**** SUPPLIED MATERIAL
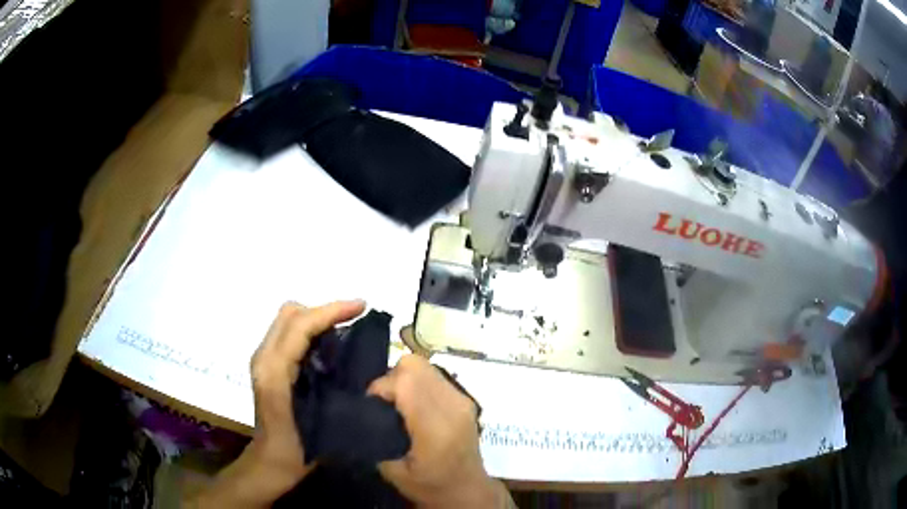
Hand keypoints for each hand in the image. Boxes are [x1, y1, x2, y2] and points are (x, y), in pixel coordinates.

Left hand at [190, 300, 364, 507]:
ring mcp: (263, 360)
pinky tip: (329, 346)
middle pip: (291, 313)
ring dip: (317, 318)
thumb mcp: (319, 425)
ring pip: (288, 320)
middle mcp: (264, 358)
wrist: (269, 463)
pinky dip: (310, 330)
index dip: (332, 311)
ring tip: (346, 329)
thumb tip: (360, 363)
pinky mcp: (266, 365)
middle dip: (324, 310)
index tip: (362, 306)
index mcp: (274, 371)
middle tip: (355, 319)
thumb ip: (332, 393)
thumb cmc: (295, 450)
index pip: (301, 326)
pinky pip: (288, 333)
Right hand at [368, 355, 509, 507]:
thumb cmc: (430, 486)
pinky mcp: (466, 399)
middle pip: (415, 365)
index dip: (381, 387)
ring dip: (405, 378)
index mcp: (435, 427)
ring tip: (398, 402)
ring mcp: (462, 400)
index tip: (371, 405)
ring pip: (425, 366)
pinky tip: (414, 405)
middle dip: (391, 377)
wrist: (467, 491)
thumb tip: (362, 413)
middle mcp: (452, 406)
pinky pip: (435, 376)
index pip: (405, 383)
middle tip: (383, 401)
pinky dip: (419, 383)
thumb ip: (376, 439)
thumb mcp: (394, 471)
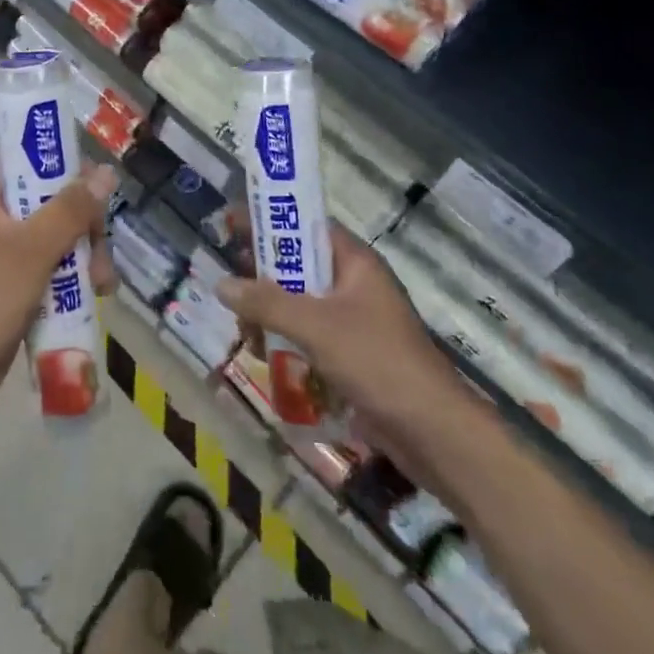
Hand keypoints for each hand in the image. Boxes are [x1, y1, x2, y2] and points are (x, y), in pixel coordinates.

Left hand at [0, 162, 117, 423]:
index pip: (29, 162)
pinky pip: (52, 270)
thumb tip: (105, 172)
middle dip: (85, 225)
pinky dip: (73, 279)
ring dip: (86, 256)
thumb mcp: (33, 248)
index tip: (97, 189)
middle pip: (52, 203)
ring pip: (57, 239)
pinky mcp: (14, 287)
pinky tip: (95, 297)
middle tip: (102, 251)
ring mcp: (4, 255)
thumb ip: (71, 209)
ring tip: (103, 286)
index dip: (65, 168)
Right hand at [218, 224, 472, 461]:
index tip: (231, 223)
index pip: (307, 227)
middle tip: (231, 286)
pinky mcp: (351, 355)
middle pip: (299, 266)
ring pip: (300, 304)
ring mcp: (354, 321)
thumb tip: (221, 284)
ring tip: (246, 332)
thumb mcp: (316, 326)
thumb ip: (267, 303)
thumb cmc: (377, 361)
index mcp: (355, 263)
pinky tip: (266, 357)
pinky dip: (286, 340)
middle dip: (263, 276)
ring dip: (271, 314)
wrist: (432, 431)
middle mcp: (354, 285)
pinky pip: (309, 335)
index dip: (270, 222)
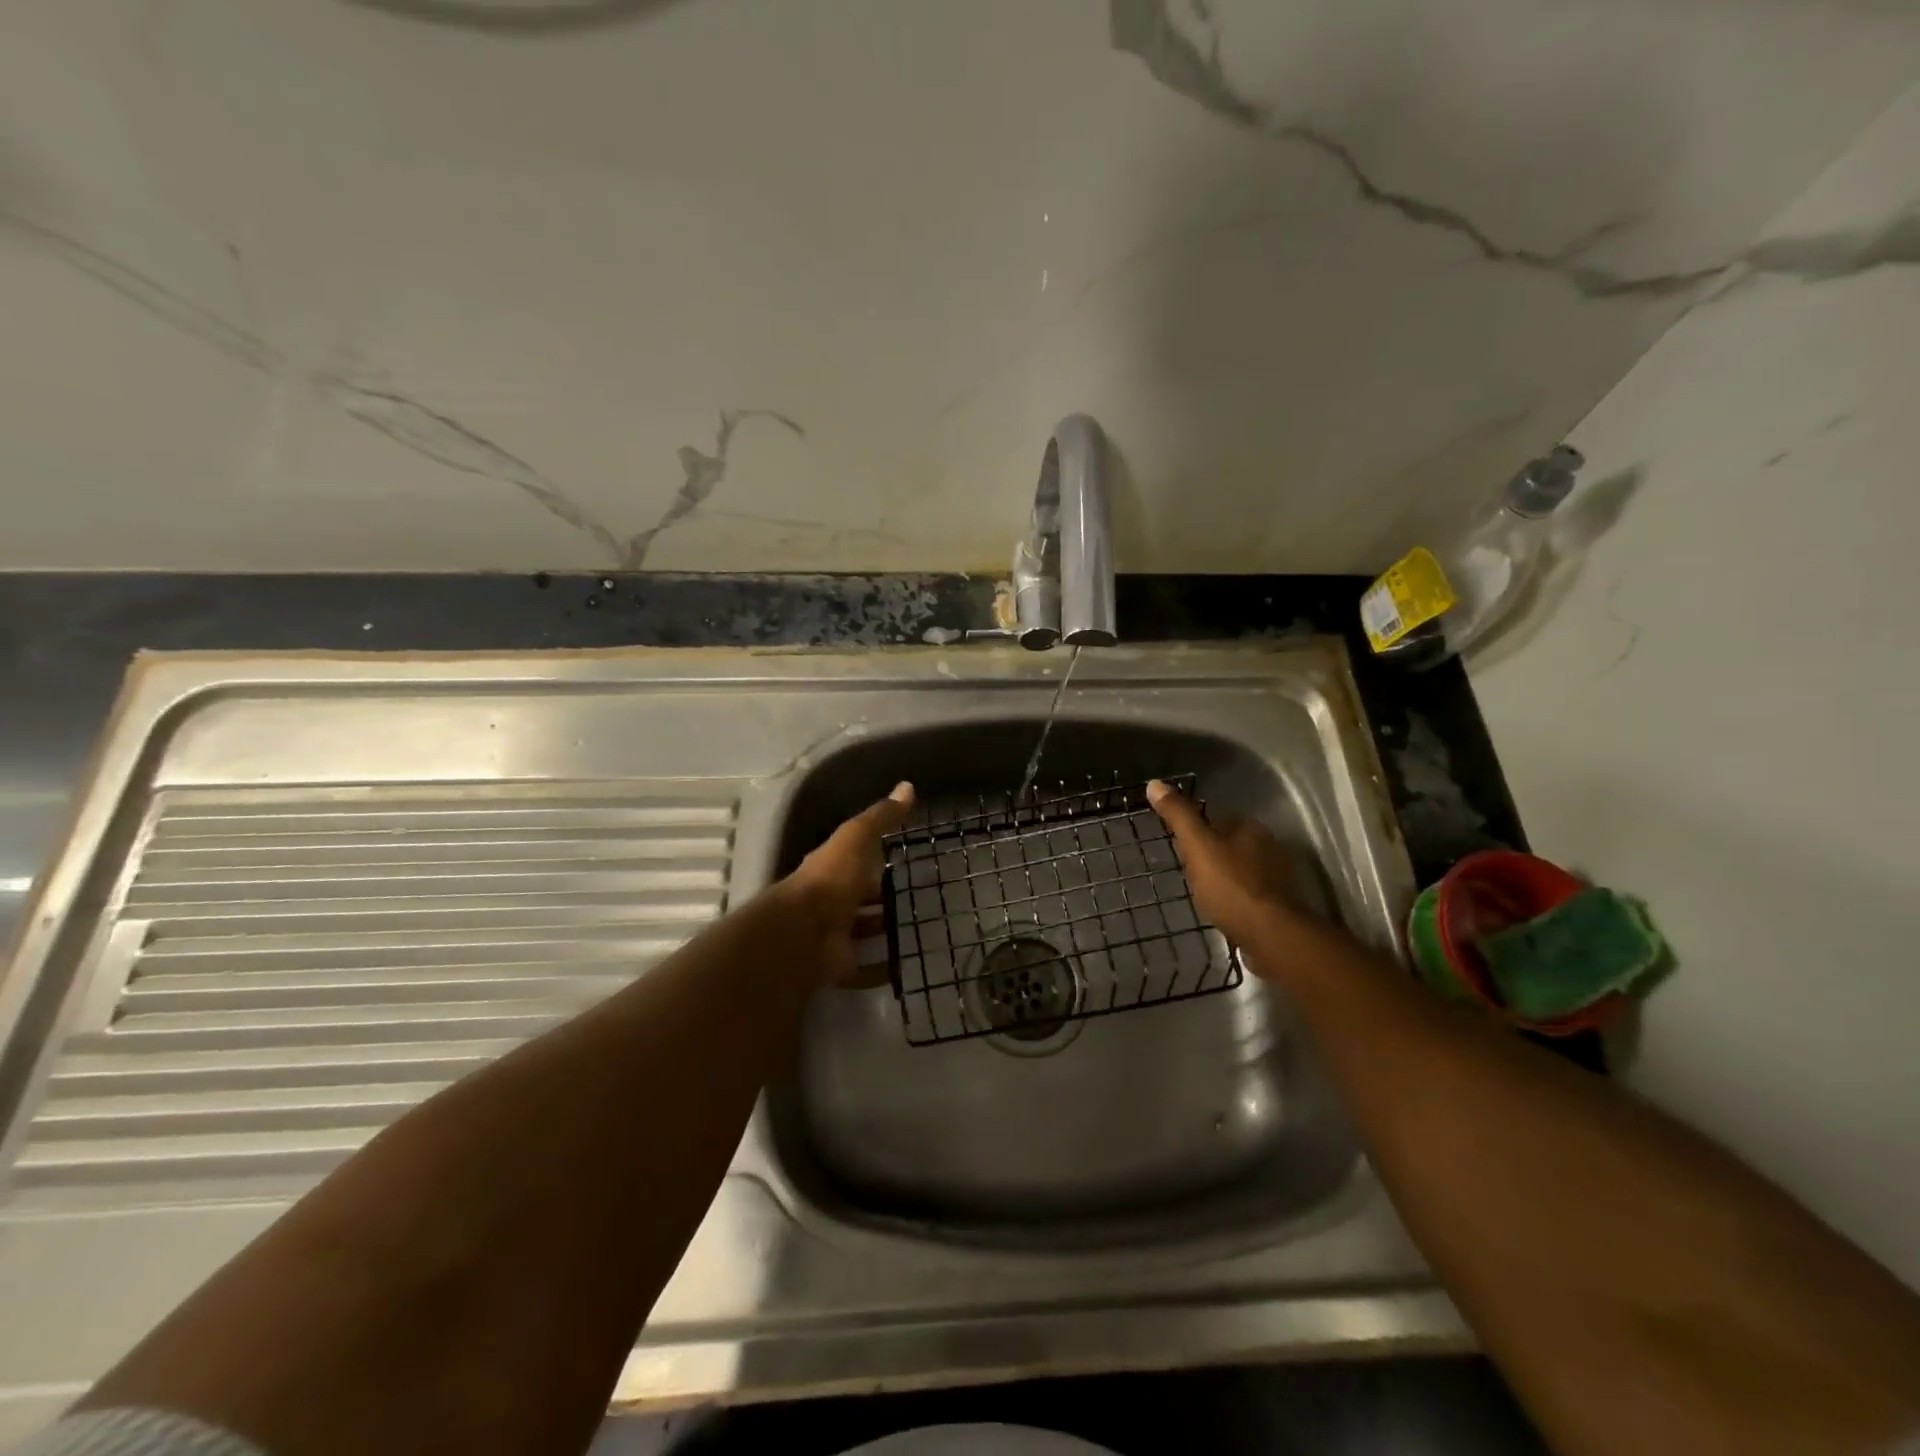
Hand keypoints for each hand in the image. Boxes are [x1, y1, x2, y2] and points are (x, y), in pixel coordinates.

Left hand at [784, 781, 915, 987]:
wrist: (804, 935)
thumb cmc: (832, 879)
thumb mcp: (857, 838)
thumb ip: (881, 817)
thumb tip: (907, 786)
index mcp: (831, 869)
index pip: (855, 861)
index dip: (874, 860)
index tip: (901, 860)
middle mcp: (830, 902)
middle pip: (858, 899)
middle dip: (880, 899)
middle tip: (917, 898)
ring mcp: (833, 936)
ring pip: (861, 932)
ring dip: (882, 931)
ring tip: (919, 930)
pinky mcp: (839, 966)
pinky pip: (864, 968)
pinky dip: (882, 969)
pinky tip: (904, 968)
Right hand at [1146, 778, 1303, 971]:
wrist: (1270, 934)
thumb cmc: (1230, 886)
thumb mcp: (1197, 847)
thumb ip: (1178, 816)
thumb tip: (1154, 783)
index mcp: (1250, 828)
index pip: (1217, 819)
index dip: (1196, 831)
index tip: (1179, 847)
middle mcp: (1269, 847)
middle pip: (1230, 844)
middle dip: (1211, 855)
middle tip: (1188, 873)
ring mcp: (1278, 877)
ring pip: (1242, 869)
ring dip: (1225, 877)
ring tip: (1204, 894)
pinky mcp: (1280, 904)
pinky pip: (1252, 892)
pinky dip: (1238, 897)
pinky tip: (1225, 910)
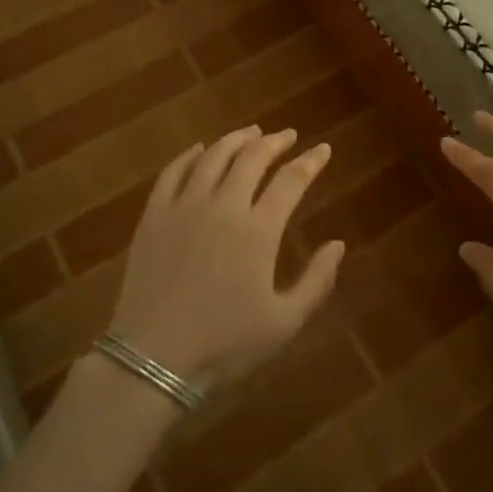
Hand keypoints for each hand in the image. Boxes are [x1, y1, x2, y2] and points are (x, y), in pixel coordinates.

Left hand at [109, 126, 339, 391]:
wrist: (153, 358)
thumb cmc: (225, 344)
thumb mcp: (284, 323)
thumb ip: (317, 281)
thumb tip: (339, 244)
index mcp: (259, 230)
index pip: (291, 180)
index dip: (311, 161)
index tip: (323, 149)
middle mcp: (224, 205)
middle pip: (252, 157)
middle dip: (275, 141)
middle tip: (287, 135)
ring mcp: (185, 206)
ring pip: (214, 156)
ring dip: (236, 139)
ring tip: (251, 133)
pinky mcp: (154, 214)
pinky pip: (173, 171)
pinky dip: (190, 154)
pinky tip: (200, 149)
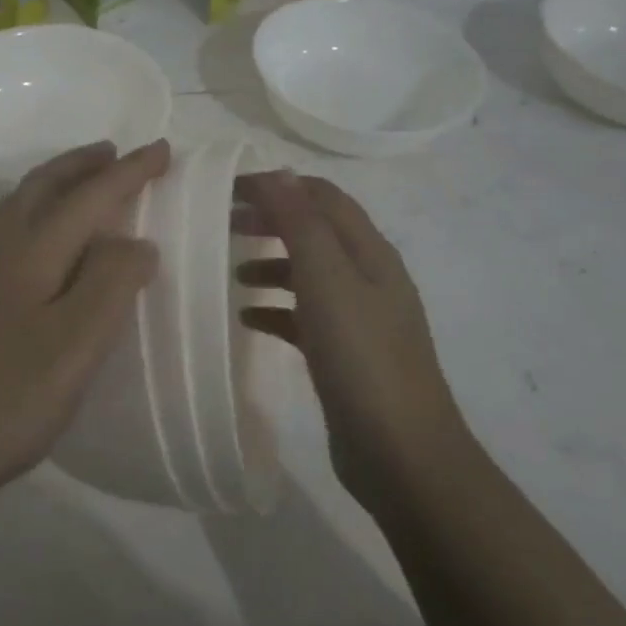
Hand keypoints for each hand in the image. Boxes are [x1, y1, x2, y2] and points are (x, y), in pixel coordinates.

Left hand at [0, 140, 168, 501]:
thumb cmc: (13, 396)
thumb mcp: (78, 342)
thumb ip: (112, 282)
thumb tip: (135, 242)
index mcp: (30, 251)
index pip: (89, 197)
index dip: (129, 172)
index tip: (163, 149)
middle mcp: (0, 250)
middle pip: (42, 187)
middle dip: (82, 164)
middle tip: (115, 152)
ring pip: (18, 205)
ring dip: (54, 183)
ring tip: (82, 181)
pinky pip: (7, 230)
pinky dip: (34, 211)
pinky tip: (41, 239)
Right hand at [235, 171, 465, 507]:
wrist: (401, 453)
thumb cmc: (362, 358)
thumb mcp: (328, 280)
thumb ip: (302, 225)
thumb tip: (279, 173)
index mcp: (370, 253)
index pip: (323, 198)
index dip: (279, 185)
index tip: (229, 188)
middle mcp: (368, 278)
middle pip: (316, 232)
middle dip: (272, 220)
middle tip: (225, 223)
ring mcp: (359, 319)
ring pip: (309, 275)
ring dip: (272, 265)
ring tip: (232, 272)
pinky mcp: (344, 355)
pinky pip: (305, 318)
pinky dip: (276, 309)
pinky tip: (248, 319)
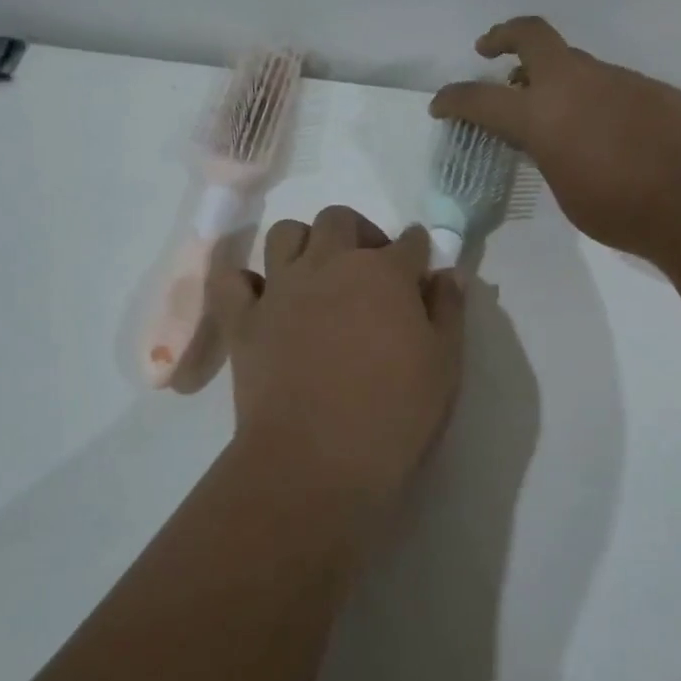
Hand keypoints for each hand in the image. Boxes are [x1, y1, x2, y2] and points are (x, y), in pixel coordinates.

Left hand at [209, 206, 465, 509]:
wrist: (316, 460)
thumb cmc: (394, 414)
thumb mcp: (444, 365)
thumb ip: (448, 311)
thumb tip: (447, 274)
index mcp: (384, 273)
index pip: (410, 242)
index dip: (418, 252)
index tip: (419, 269)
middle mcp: (329, 265)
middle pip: (340, 220)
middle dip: (359, 233)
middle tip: (369, 270)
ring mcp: (281, 288)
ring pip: (285, 233)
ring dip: (304, 243)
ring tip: (316, 276)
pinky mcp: (243, 319)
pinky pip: (231, 279)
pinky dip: (244, 280)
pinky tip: (261, 297)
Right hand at [430, 17, 680, 261]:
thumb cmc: (622, 208)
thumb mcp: (566, 190)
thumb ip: (548, 155)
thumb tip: (549, 140)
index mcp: (542, 113)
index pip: (481, 99)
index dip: (453, 99)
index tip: (440, 104)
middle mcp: (575, 83)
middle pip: (531, 35)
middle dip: (502, 36)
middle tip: (489, 50)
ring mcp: (617, 78)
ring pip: (575, 63)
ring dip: (554, 78)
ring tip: (554, 112)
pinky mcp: (650, 87)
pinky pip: (609, 84)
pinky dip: (593, 98)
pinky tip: (606, 131)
********
__WHAT YOU ARE ASKED TO DO__. The records above are to be repeated exactly, apart from their pictures.

__YOUR RESPONSE__.
Hand keypoints for each hand in the image. Boxes are [x1, y1, x2, y2] and points are (x, y), in pixel coordinates.

Left hand at [190, 300, 364, 507]:
ring mcp: (263, 360)
pinky tip: (329, 346)
middle pip: (291, 313)
ring dip: (317, 318)
thumb mcp: (319, 425)
ring pip: (288, 320)
middle mcp: (264, 358)
wrist: (269, 463)
pinky dip: (310, 330)
index dip: (332, 311)
ring tip: (346, 329)
thumb tip: (360, 363)
pinky mcp: (266, 365)
middle dip: (324, 310)
index tip: (362, 306)
index mcp: (274, 371)
middle tip: (355, 319)
thumb ip: (332, 393)
thumb cmc: (295, 450)
index pip: (301, 326)
pinky pip: (288, 333)
Right hand at [368, 355, 509, 507]:
thumb cmc: (430, 486)
pinky mcp: (466, 399)
middle pip: (415, 365)
index dip: (381, 387)
ring dip: (405, 378)
index mcp: (435, 427)
ring tip: (398, 402)
ring mcp: (462, 400)
index tip: (371, 405)
ring pip: (425, 366)
pinky tip: (414, 405)
middle dip: (391, 377)
wrist: (467, 491)
thumb tip: (362, 413)
middle mcp: (452, 406)
pinky pip: (435, 376)
index pip: (405, 383)
middle tip: (383, 401)
pinky dip: (419, 383)
thumb ip: (376, 439)
thumb mcp: (394, 471)
Hand keypoints for each hand in the image. Boxes are [x1, y1, x2, y2] and points are (x, y), in pixel coordinates.

Left hand at [0, 162, 117, 423]:
index pip: (29, 162)
pinky pip: (52, 270)
thumb tip: (105, 172)
middle dip: (85, 225)
pinky dip: (73, 279)
ring dip: (86, 256)
thumb mcp: (33, 248)
index tip: (97, 189)
middle pip: (52, 203)
ring pip: (57, 239)
pinky mcp: (14, 287)
pinky tip: (95, 297)
middle tip: (102, 251)
ring mcp: (4, 255)
thumb ip: (71, 209)
ring tip: (103, 286)
index dip: (65, 168)
Right hand at [218, 224, 472, 461]:
index tip: (231, 223)
index pip: (307, 227)
middle tip: (231, 286)
pinky mcp: (351, 355)
middle pip: (299, 266)
ring pip: (300, 304)
ring mcp: (354, 321)
thumb tip: (221, 284)
ring tip: (246, 332)
thumb mcp: (316, 326)
thumb ip: (267, 303)
thumb cmc: (377, 361)
index mcp: (355, 263)
pinky tip: (266, 357)
pinky dip: (286, 340)
middle dip: (263, 276)
ring dip: (271, 314)
wrist: (432, 431)
middle mcp: (354, 285)
pinky pip: (309, 335)
index dip: (270, 222)
Hand keypoints for each hand in the image. Boxes are [x1, y1, x2, y2] and points are (x, y), in pixel coordinates.

Left hand at [784, 781, 915, 987]:
wrist: (804, 935)
thumb cmc: (832, 879)
thumb mcp: (857, 838)
thumb ip: (881, 817)
thumb tip: (907, 786)
index mcp: (831, 869)
index pip: (855, 861)
index dip: (874, 860)
index tip: (901, 860)
middle mcp: (830, 902)
middle pip: (858, 899)
middle dip: (880, 899)
middle tip: (917, 898)
ring mcp: (833, 936)
ring pip: (861, 932)
ring dip: (882, 931)
ring tip: (919, 930)
pinky mcp: (839, 966)
pinky pip: (864, 968)
pinky dip: (882, 969)
pinky tip: (904, 968)
Right hand at [1146, 778, 1303, 971]:
wrist: (1270, 934)
thumb cmc: (1230, 886)
thumb mcp: (1197, 847)
thumb ip: (1178, 816)
thumb tip: (1154, 783)
index mcp: (1250, 828)
index pip: (1217, 819)
index dip: (1196, 831)
index tip: (1179, 847)
middle mcp: (1269, 847)
middle pip: (1230, 844)
middle dip: (1211, 855)
middle tip: (1188, 873)
ring mcp: (1278, 877)
ring pip: (1242, 869)
ring dip: (1225, 877)
ring tip: (1204, 894)
pinky mcp: (1280, 904)
pinky pip: (1252, 892)
pinky dip: (1238, 897)
pinky tip: (1225, 910)
Hand keypoints for each hand in the image. Boxes are [x1, y1, x2, y2] and points are (x, y), in pixel coordinates.

Left hand at [109, 126, 339, 391]:
wrist: (153, 358)
thumb cmc: (225, 344)
thumb mcp: (284, 323)
thumb ip: (317, 281)
thumb tip: (339, 244)
index mcp: (259, 230)
index pip: (291, 180)
index dip: (311, 161)
index tip: (323, 149)
middle mcp: (224, 205)
middle pip: (252, 157)
middle dip: (275, 141)
middle tip: (287, 135)
ring mcp: (185, 206)
ring pip: (214, 156)
ring dip: (236, 139)
ring tip: (251, 133)
pinky mcp: (154, 214)
pinky pip: (173, 171)
pinky dip: (190, 154)
pinky tip: (200, 149)
Hand keypoints for each hand in the image. Boxes are [x1, y1, x2, y2] and points are (x, y), in pixel coordinates.

Left hand at [0, 140, 168, 501]:
thumb cmc: (13, 396)
thumb mcp: (78, 342)
thumb ip: (112, 282)
thumb tip: (135, 242)
index mcp: (30, 251)
index pip: (89, 197)
index dip: (129, 172)
index tip: (163, 149)
middle mcp: (0, 250)
middle pip: (42, 187)
middle dip: (82, 164)
middle tip: (115, 152)
ring pip: (18, 205)
ring dip: (54, 183)
ring tip: (82, 181)
pinky pip: (7, 230)
pinky dip: (34, 211)
pinky tip: (41, 239)
Right hand at [235, 171, 465, 507]:
wrist: (401, 453)
thumb cmc: (362, 358)
thumb mcp: (328, 280)
thumb ip: (302, 225)
thumb tip: (279, 173)
index mcp: (370, 253)
index pip: (323, 198)
index dip: (279, 185)
index tip: (229, 188)
middle mcp: (368, 278)
middle pip: (316, 232)
middle dip: (272, 220)
middle tip: (225, 223)
ring mcp: (359, 319)
ring pip: (309, 275)
ring dip: (272, 265)
ring tip: (232, 272)
pinky mcp: (344, 355)
pinky pip: (305, 318)
pinky dip: (276, 309)
pinky tip: (248, 319)
Hand keypoints for each hand in the image. Boxes are [x1, y1, x2, y2] and points are (x, y), in pixel coordinates.

Left hand at [209, 206, 465, 509]:
wrist: (316, 460)
thumb cmc: (394, 414)
thumb mcp: (444, 365)
thumb ip: (448, 311)
thumb tip: (447, 274)
index mcp: (384, 273)
index pip: (410, 242)
index dip: (418, 252)
index tip: (419, 269)
middle mcp: (329, 265)
middle pip: (340, 220)
middle dip: (359, 233)
middle tip: (369, 270)
ring mcp: (281, 288)
ring pip: (285, 233)
ring dip: (304, 243)
ring tip: (316, 276)
pinky mcp: (243, 319)
pinky pip: (231, 279)
pinky dip: (244, 280)
pinky tip: (261, 297)
Right hand at [430, 17, 680, 261]:
thumb cmc: (622, 208)
thumb mcp: (566, 190)
thumb ip: (548, 155)
thumb tip: (549, 140)
index mcp: (542, 113)
index pip: (481, 99)
index dip: (453, 99)
index tip: (440, 104)
middle mcp: (575, 83)
middle pip: (531, 35)
middle dip: (502, 36)
middle tip: (489, 50)
ring mcp: (617, 78)
ring pip: (575, 63)
ring dip: (554, 78)
ring tip: (554, 112)
pinky mcp: (650, 87)
pinky pip: (609, 84)
pinky dip: (593, 98)
pinky tip: (606, 131)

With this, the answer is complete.